» **Problem details**
Your copy should hold only the lines from the one with "middle pip: (307, 257)" to the one with "pinky tip: (300, 244)", both included, each exactly as it stands below, with no pictures.

+++ Data to use +++

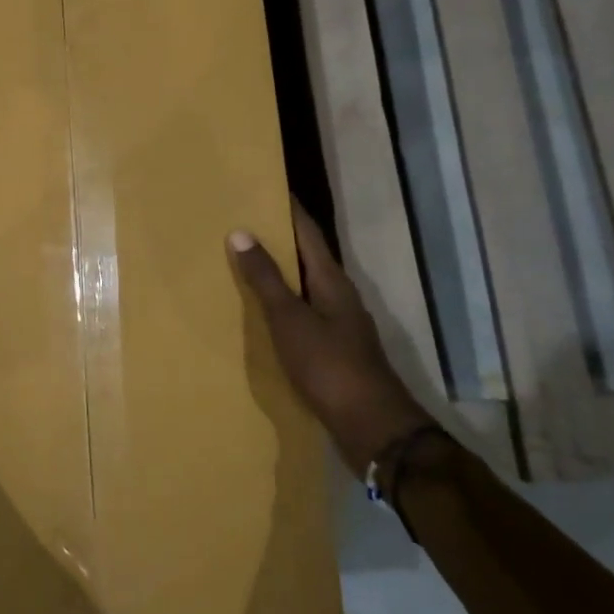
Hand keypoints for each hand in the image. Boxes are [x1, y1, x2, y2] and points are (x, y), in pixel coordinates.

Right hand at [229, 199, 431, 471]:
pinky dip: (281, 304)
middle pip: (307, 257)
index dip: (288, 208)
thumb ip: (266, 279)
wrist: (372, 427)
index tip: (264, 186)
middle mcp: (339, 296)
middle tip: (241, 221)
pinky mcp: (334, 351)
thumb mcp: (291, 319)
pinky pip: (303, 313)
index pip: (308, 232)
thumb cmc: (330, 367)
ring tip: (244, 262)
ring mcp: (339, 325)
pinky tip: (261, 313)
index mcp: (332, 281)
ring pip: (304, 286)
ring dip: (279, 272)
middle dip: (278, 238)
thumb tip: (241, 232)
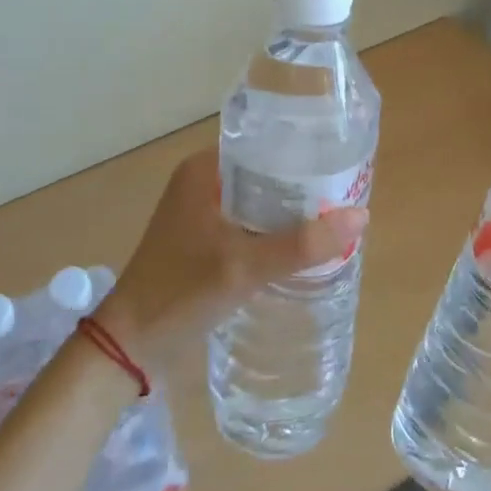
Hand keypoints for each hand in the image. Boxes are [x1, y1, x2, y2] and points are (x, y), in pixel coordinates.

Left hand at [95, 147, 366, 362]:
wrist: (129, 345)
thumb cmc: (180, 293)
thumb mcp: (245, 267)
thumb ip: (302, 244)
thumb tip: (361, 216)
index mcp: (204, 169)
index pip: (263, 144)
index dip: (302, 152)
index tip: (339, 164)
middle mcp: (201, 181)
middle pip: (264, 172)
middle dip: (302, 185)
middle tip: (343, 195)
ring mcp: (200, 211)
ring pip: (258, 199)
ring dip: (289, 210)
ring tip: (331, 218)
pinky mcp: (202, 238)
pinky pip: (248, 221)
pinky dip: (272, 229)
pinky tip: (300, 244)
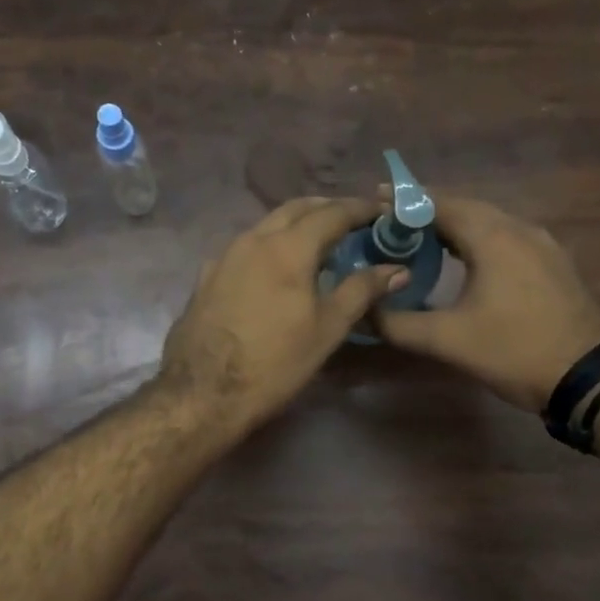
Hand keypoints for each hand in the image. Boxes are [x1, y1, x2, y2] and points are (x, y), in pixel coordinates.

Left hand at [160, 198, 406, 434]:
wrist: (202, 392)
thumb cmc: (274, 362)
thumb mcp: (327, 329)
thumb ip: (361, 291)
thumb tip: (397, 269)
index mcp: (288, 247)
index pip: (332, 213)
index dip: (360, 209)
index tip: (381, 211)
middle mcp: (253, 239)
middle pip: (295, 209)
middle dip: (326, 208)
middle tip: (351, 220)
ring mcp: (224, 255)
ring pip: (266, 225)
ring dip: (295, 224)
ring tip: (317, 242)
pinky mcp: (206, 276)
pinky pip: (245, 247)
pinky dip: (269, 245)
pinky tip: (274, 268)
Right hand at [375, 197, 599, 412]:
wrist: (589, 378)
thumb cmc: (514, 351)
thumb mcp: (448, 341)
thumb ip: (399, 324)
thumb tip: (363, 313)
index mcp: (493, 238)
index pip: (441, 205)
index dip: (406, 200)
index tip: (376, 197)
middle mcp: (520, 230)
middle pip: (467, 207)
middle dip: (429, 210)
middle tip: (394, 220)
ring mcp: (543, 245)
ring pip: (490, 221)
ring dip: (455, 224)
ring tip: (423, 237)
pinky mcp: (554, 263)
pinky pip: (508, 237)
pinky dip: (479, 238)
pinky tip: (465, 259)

+++
+++ Data to use +++

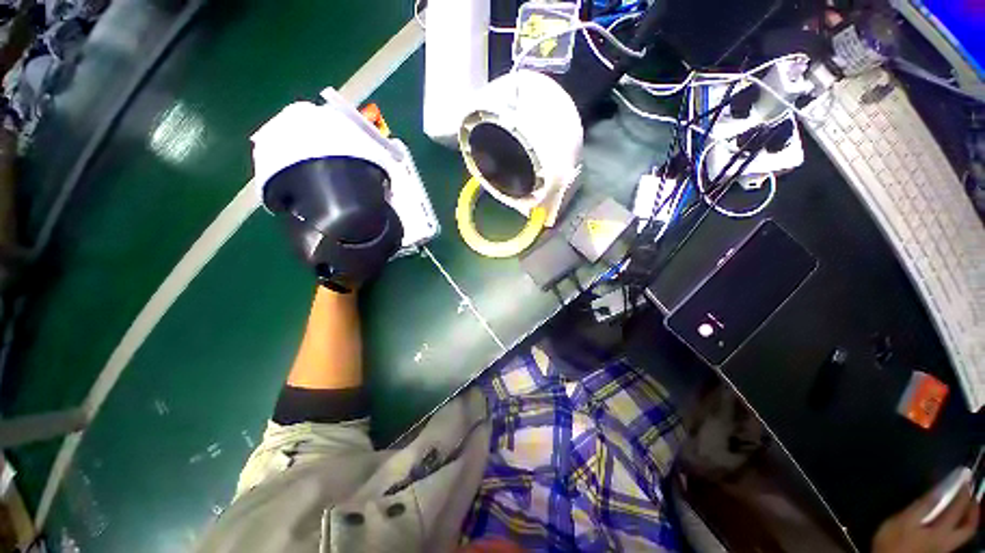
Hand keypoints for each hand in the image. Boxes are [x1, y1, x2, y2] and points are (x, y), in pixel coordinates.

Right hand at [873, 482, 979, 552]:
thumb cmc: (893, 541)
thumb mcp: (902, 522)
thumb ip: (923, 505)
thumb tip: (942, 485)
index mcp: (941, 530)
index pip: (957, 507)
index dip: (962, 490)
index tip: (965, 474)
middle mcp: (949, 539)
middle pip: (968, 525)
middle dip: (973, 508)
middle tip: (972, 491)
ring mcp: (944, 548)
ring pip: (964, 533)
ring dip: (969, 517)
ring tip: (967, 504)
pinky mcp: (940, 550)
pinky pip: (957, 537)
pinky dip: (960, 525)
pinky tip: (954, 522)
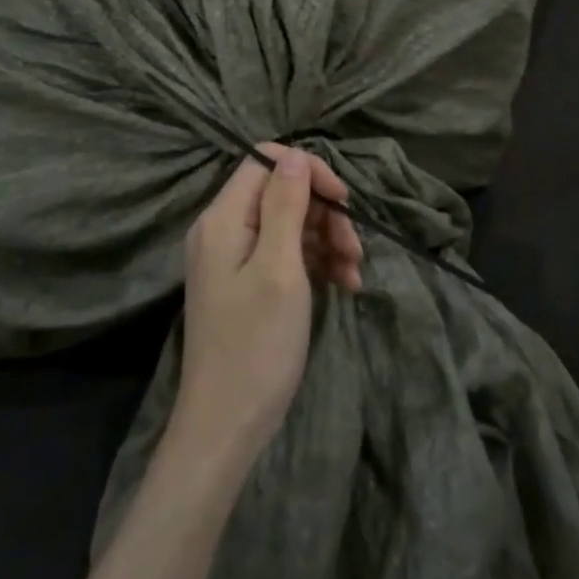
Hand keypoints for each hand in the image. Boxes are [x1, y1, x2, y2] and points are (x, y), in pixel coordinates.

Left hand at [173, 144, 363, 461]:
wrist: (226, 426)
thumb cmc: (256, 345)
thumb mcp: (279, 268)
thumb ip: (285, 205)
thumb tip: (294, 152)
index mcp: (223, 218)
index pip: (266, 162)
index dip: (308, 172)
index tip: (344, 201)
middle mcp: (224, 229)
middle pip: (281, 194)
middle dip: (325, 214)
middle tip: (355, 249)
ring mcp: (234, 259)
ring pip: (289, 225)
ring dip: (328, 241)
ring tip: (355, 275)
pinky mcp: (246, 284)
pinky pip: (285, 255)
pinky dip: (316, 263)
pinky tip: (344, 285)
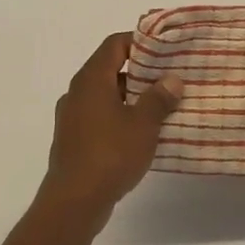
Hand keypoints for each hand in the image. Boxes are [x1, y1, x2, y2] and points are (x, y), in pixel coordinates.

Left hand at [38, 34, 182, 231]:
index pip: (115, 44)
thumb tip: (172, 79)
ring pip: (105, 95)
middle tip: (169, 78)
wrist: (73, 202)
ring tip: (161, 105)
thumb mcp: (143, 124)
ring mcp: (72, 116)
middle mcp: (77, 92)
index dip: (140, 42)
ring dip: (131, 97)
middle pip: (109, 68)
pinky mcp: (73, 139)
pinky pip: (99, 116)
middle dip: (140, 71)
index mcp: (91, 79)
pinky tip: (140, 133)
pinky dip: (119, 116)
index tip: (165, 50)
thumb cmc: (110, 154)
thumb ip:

+++

» **Reply**
middle pip: (307, 257)
index dip: (288, 208)
thumb ip: (266, 279)
wrist: (372, 427)
index tip: (264, 186)
middle mcp: (339, 296)
middle tip: (241, 221)
pinky mcp: (334, 351)
thumb mcp: (291, 319)
pinky pip: (303, 313)
index pip: (308, 232)
thumb cmc: (330, 367)
ring tip: (244, 262)
ring mcp: (339, 325)
pinky tip: (261, 313)
index mcp: (332, 281)
ring pip: (304, 286)
ring dip: (279, 272)
middle dip: (278, 238)
thumb tip: (241, 232)
Hand keypoints for each hand in the image. Boxes are [x1, y1, x2, y2] and points are (x, y), in pixel coordinates.

Left hand at [95, 147, 366, 362]:
wrist: (129, 345)
thumb cmc: (180, 293)
thumb mcp: (245, 267)
thumb ip: (302, 244)
thumb tip: (361, 216)
index mcp: (204, 169)
index pip: (263, 144)
index dip: (302, 152)
index tip: (339, 164)
middle mcp: (201, 181)
middle pip: (264, 172)
middle dip: (302, 185)
middle tip: (343, 195)
ring mcp: (200, 211)
ring pip: (258, 199)
ring dip: (289, 210)
ring tip: (331, 218)
pinky mcp: (202, 238)
pinky pip: (248, 221)
pinky dip: (272, 229)
pinky tip: (300, 244)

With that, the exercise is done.